La patronal española de empresas constructoras y concesionarias, Seopan, calcula que su actividad en el mercado doméstico caerá entre un 15% y un 18% con respecto al año anterior, con lo que el sector ya acumulará 9 años de descensos continuados.

En este descalabro pesa especialmente el comportamiento de la obra civil, un mercado que no para de desplomarse desde que la agenda de la austeridad se implantó en España. Ni siquiera la perpetua campaña electoral, que siempre conlleva promesas para levantar importantes infraestructuras, ha conseguido frenar la sangría: la licitación pública de obra civil ha descendido un 19,9% en el primer trimestre del año, en comparación con el mismo periodo de 2015.

La contratación pública de todas las administraciones hasta marzo, según la patronal, se ha reducido a menos de la mitad del volumen que se registró en el primer trimestre del año pasado.

La licitación pública de obra civil ha descendido un 19,9% en el primer trimestre del año

Así las cosas, Seopan calcula que 2016 seguirá siendo un año pésimo para los negocios de las constructoras con el sector público, con una caída de las ventas de obra civil del 10,6%.

En el empeoramiento influye el nuevo acuerdo de no disponibilidad presupuestaria -los últimos recortes de 2.000 millones de euros presentados esta primavera-. Del total, 598,3 millones corresponden a los presupuestos del Ministerio de Fomento.

El único segmento de construcción que aguantará el tipo en 2016 será el residencial, con incrementos de en torno al 3%, un valor en línea con el incremento de 2015. Esto reafirma la recuperación de la edificación de viviendas, un fenómeno que trata de mitigar los efectos de la escasez de stock a la que se ha llegado tras varios años de parón desde el pinchazo de la burbuja inmobiliaria.

Pese a las malas perspectivas, las constructoras esperan que la edificación aporte 0,4 puntos porcentuales al crecimiento económico del 2,7% que se prevé para este año.

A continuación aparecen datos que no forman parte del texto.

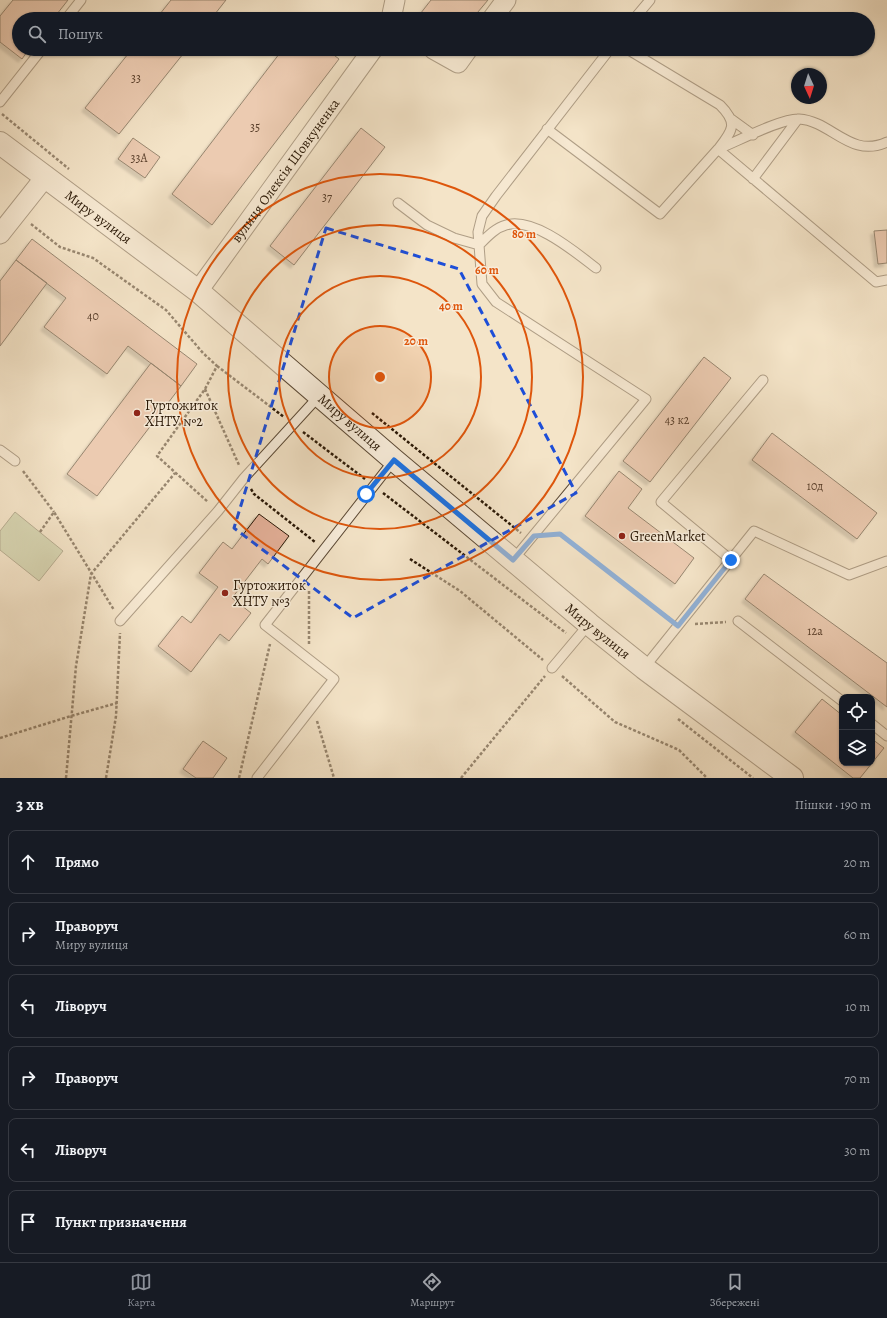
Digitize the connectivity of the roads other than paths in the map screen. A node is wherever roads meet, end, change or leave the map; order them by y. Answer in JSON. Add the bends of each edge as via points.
{"nodes":[{"id":1,"x":81,"y":0,"type":"edge"},
{"id":2,"x":394,"y":0,"type":"edge"},
{"id":3,"x":506,"y":0,"type":"edge"},
{"id":4,"x":650,"y":0,"type":"edge"},
{"id":5,"x":72,"y":12,"type":"edge"},
{"id":6,"x":392,"y":12,"type":"edge"},
{"id":7,"x":497,"y":12,"type":"edge"},
{"id":8,"x":640,"y":12,"type":"edge"},
{"id":9,"x":36,"y":56,"type":"edge"},
{"id":10,"x":369,"y":56,"type":"edge"},
{"id":11,"x":446,"y":56,"type":"edge"},
{"id":12,"x":463,"y":56,"type":"edge"},
{"id":13,"x":605,"y":56,"type":"edge"},
{"id":14,"x":639,"y":56,"type":"edge"},
{"id":15,"x":0,"y":102,"type":"edge"},
{"id":16,"x":731,"y":118,"type":"junction"},
{"id":17,"x":798,"y":119,"type":"junction"},
{"id":18,"x":548,"y":129,"type":"junction"},
{"id":19,"x":753,"y":134,"type":"junction"},
{"id":20,"x":0,"y":142,"type":"edge"},
{"id":21,"x":887,"y":142,"type":"edge"},
{"id":22,"x":718,"y":149,"type":"junction"},
{"id":23,"x":46,"y":176,"type":"junction"},
{"id":24,"x":753,"y":179,"type":"junction"},
{"id":25,"x":398,"y":203,"type":"dead end"},
{"id":26,"x":0,"y":234,"type":"edge"},
{"id":27,"x":479,"y":245,"type":"junction"},
{"id":28,"x":596,"y":268,"type":"dead end"},
{"id":29,"x":887,"y":280,"type":"edge"},
{"id":30,"x":198,"y":292,"type":"junction"},
{"id":31,"x":763,"y":380,"type":"dead end"},
{"id":32,"x":319,"y":396,"type":"junction"},
{"id":33,"x":0,"y":450,"type":"edge"},
{"id":34,"x":394,"y":460,"type":"junction"},
{"id":35,"x":15,"y":461,"type":"road end"},
{"id":36,"x":513,"y":560,"type":"junction"},
{"id":37,"x":731,"y":560,"type":"junction"},
{"id":38,"x":887,"y":561,"type":"edge"},
{"id":39,"x":120,"y":621,"type":"road end"},
{"id":40,"x":738,"y":622,"type":"road end"},
{"id":41,"x":582,"y":632,"type":"junction"},
{"id":42,"x":552,"y":668,"type":"road end"},
{"id":43,"x":644,"y":668,"type":"junction"},
{"id":44,"x":839,"y":699,"type":"edge"},
{"id":45,"x":875,"y":726,"type":"edge"},
{"id":46,"x":887,"y":736,"type":"edge"},
{"id":47,"x":257,"y":778,"type":"edge"},
{"id":48,"x":792,"y":778,"type":"edge"}],
"edges":[{"from":1,"to":5,"type":"lane"},
{"from":2,"to":6,"type":"street"},
{"from":3,"to":7,"type":"street"},
{"from":4,"to":8,"type":"lane"},
{"from":9,"to":15,"type":"lane"},
{"from":10,"to":30,"type":"street","name":"вулиця Олексія Шовкуненка"},
{"from":11,"to":12,"type":"street","via":[[458,63]]},
{"from":13,"to":18,"type":"lane"},
{"from":14,"to":16,"type":"lane","via":[[720,105]]},
{"from":16,"to":19,"type":"lane"},
{"from":16,"to":22,"type":"lane","via":[[730,134]]},
{"from":17,"to":19,"type":"lane","via":[[782,122]]},
{"from":17,"to":21,"type":"lane","via":[[811,122],[852,143],[866,147]]},
{"from":17,"to":24,"type":"lane"},
{"from":18,"to":22,"type":"lane","via":[[660,214]]},
{"from":18,"to":27,"type":"lane","via":[[482,216],[478,232]]},
{"from":19,"to":22,"type":"lane"},
{"from":20,"to":23,"type":"street","name":"Миру вулиця"},
{"from":22,"to":24,"type":"lane"},
{"from":23,"to":26,"type":"street"},
{"from":23,"to":30,"type":"street","name":"Миру вулиця"},
{"from":24,"to":29,"type":"lane","via":[[876,282]]},
{"from":25,"to":27,"type":"lane","via":[[428,225],[454,238]]},
{"from":27,"to":28,"type":"lane","via":[[496,229],[520,224],[537,229],[563,243]]},
{"from":27,"to":36,"type":"lane","via":[[482,284],[496,302],[646,399]]},
{"from":30,"to":32,"type":"street","name":"Миру вулиця"},
{"from":31,"to":37,"type":"lane","via":[[662,502]]},
{"from":32,"to":34,"type":"street","name":"Миру вулиця"},
{"from":32,"to":39,"type":"lane"},
{"from":33,"to":35,"type":"lane"},
{"from":34,"to":36,"type":"street","name":"Миру вулиця"},
{"from":34,"to":47,"type":"lane","via":[[265,625],[334,679]]},
{"from":36,"to":41,"type":"street","name":"Миру вулиця"},
{"from":37,"to":38,"type":"lane","via":[[754,531],[849,575]]},
{"from":37,"to":43,"type":"lane"},
{"from":40,"to":44,"type":"lane"},
{"from":41,"to":42,"type":"lane"},
{"from":41,"to":43,"type":"street","name":"Миру вулиця"},
{"from":43,"to":48,"type":"street","name":"Миру вулиця"},
{"from":45,"to":46,"type":"lane"}]}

Hay otros indicadores que también llaman al optimismo. El tráfico en las concesiones de autopistas de peaje creció en 2015 un 6%; Seopan destaca en especial el aumento del tráfico de vehículos pesados, que superó el 8%.

Buscar el negocio fuera

El descenso en la actividad constructora en España ha empujado a las grandes constructoras del Ibex al extranjero.

El ejemplo más notorio es el de ACS, presidida por el magnate Florentino Pérez, que en sus resultados trimestrales admite que las ventas internacionales suponen más del 90% sobre el total. Mientras, sus ingresos en España hasta marzo se limitaron a 298 millones de euros, una bajada del 8% con respecto al mismo periodo del año anterior.